_Data supplied_:
=== Section Start ===
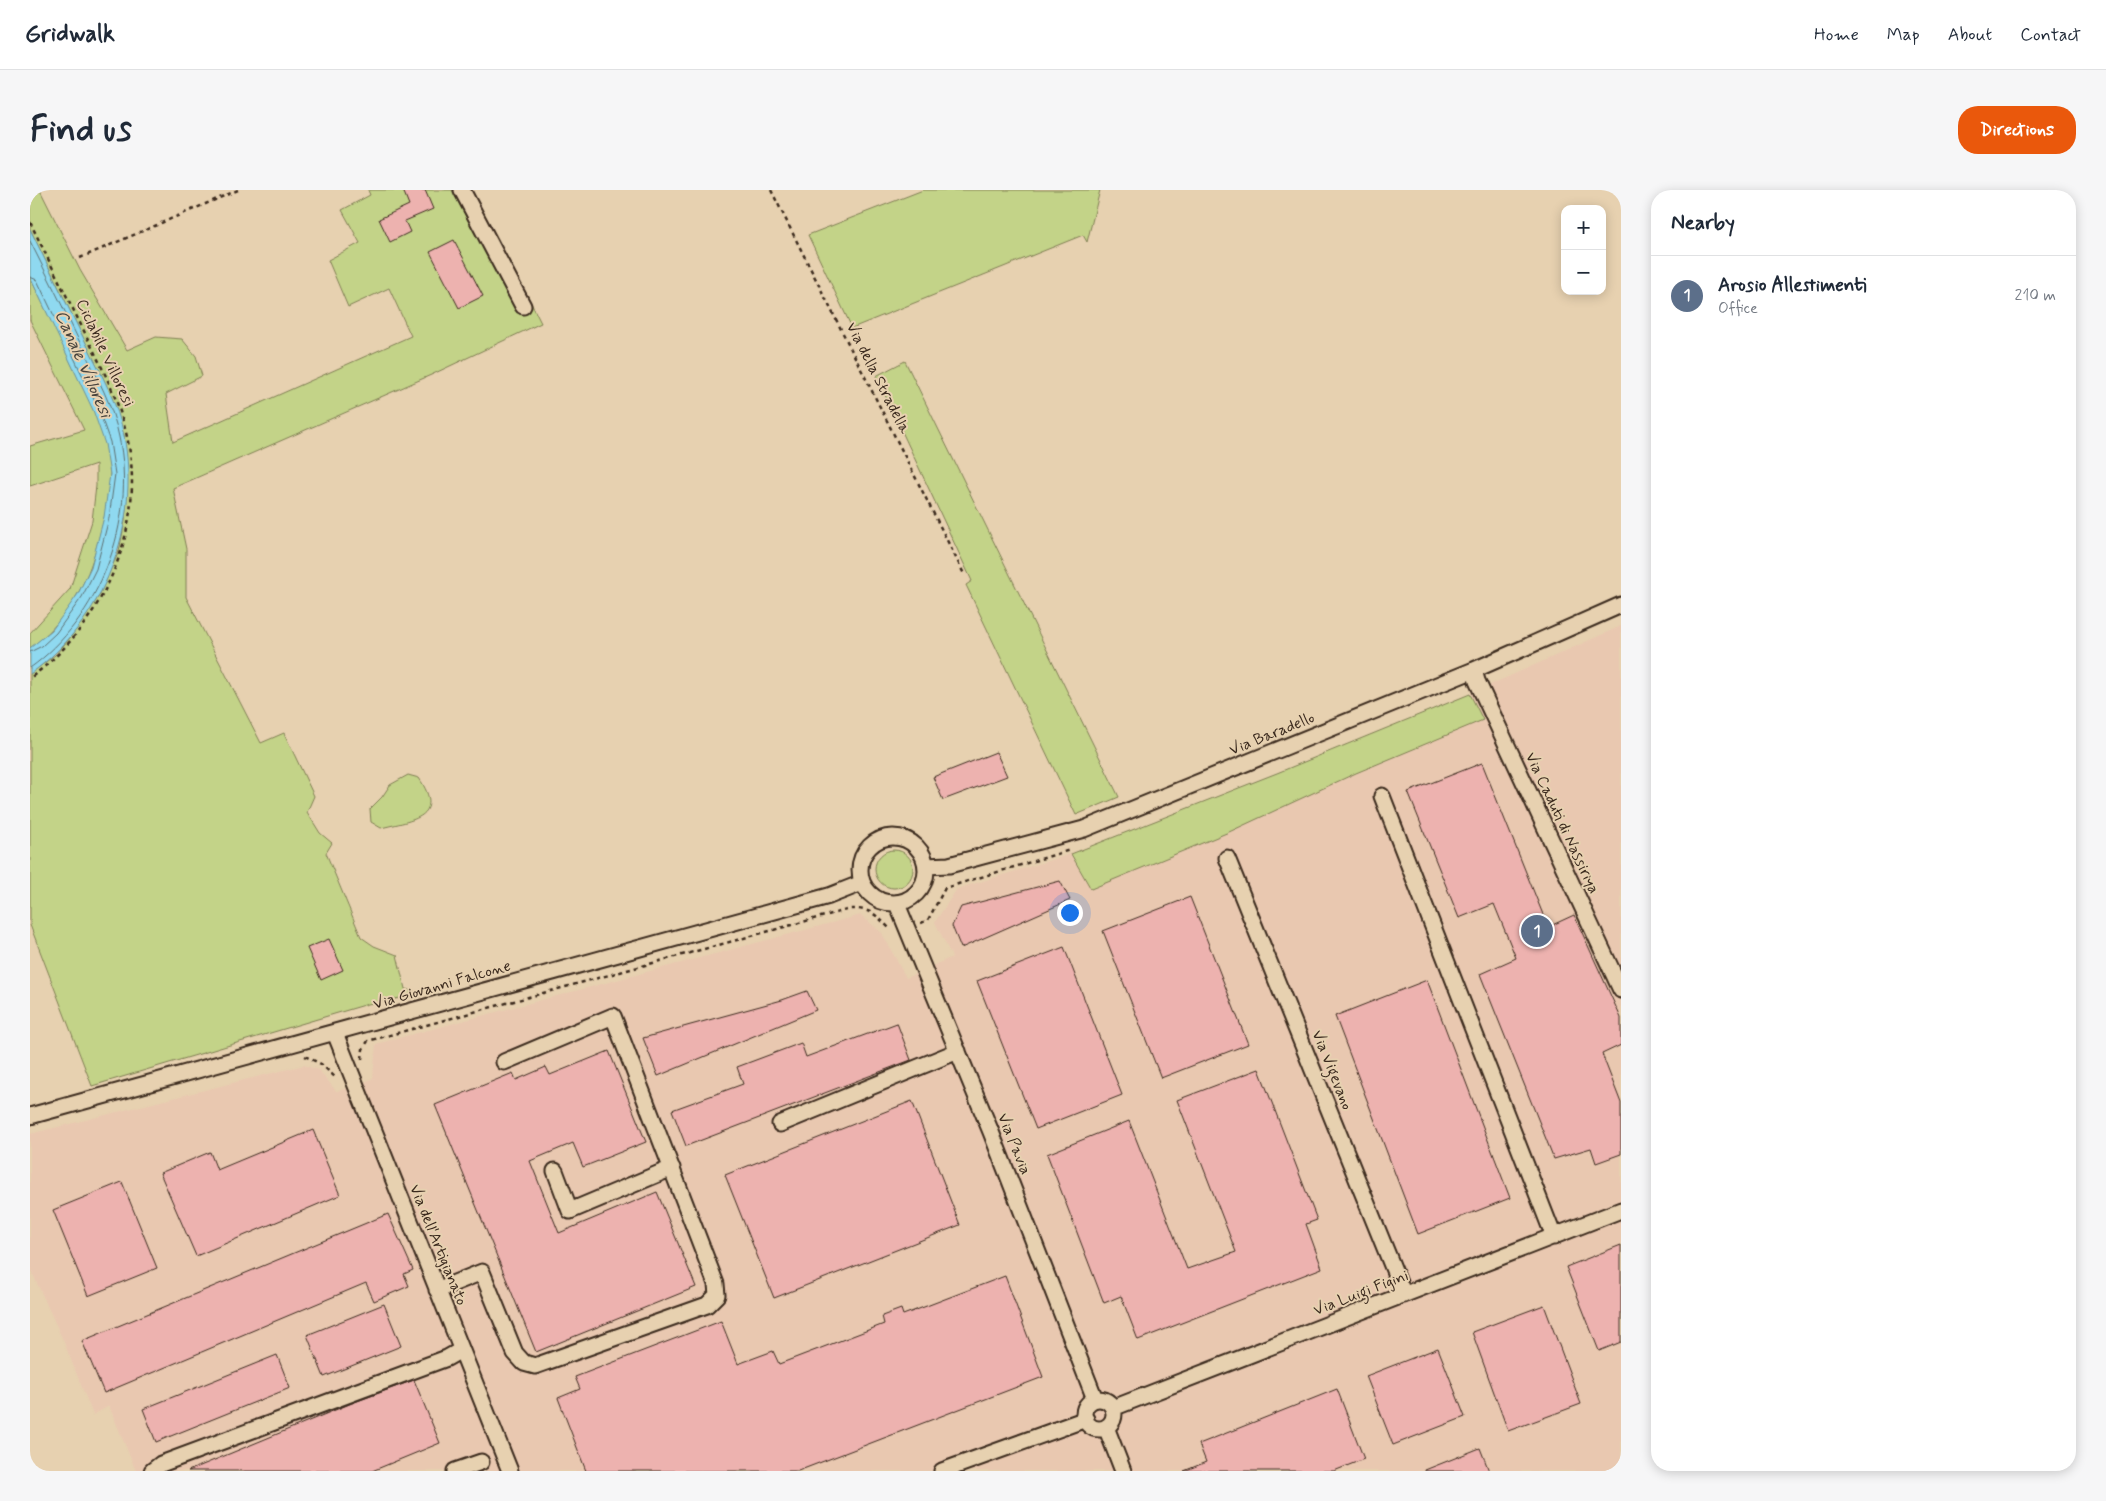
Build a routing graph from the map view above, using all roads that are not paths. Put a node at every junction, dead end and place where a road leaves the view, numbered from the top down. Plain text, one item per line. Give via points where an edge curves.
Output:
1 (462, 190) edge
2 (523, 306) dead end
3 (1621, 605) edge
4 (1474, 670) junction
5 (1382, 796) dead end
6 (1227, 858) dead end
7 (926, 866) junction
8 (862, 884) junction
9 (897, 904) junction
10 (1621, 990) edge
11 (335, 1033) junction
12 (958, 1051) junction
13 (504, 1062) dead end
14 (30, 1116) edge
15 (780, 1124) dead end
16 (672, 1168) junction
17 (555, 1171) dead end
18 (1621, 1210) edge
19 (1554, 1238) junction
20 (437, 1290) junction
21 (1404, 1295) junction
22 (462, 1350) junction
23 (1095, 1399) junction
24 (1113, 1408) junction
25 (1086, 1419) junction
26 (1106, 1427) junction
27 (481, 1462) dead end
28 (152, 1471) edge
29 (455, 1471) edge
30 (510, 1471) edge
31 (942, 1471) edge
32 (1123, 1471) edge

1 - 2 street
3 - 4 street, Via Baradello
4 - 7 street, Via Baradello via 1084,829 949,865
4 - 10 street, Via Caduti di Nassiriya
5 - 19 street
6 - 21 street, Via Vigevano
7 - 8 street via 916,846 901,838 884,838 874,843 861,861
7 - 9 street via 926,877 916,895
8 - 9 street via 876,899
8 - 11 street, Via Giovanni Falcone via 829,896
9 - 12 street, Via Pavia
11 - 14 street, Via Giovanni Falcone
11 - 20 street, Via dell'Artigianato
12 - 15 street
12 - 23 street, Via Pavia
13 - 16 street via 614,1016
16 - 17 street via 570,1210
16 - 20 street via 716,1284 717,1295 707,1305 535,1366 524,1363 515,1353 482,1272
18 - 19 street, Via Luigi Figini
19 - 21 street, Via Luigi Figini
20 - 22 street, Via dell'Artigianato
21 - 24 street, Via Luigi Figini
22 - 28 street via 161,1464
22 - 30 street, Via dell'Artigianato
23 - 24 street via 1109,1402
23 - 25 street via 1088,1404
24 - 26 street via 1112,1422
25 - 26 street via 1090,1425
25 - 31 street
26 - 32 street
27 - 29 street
=== Section End ===
_Task to complete_: This task calls for each line of the material that contains "Falcone".

_Answer area_:
8 - 11 street, Via Giovanni Falcone via 829,896
11 - 14 street, Via Giovanni Falcone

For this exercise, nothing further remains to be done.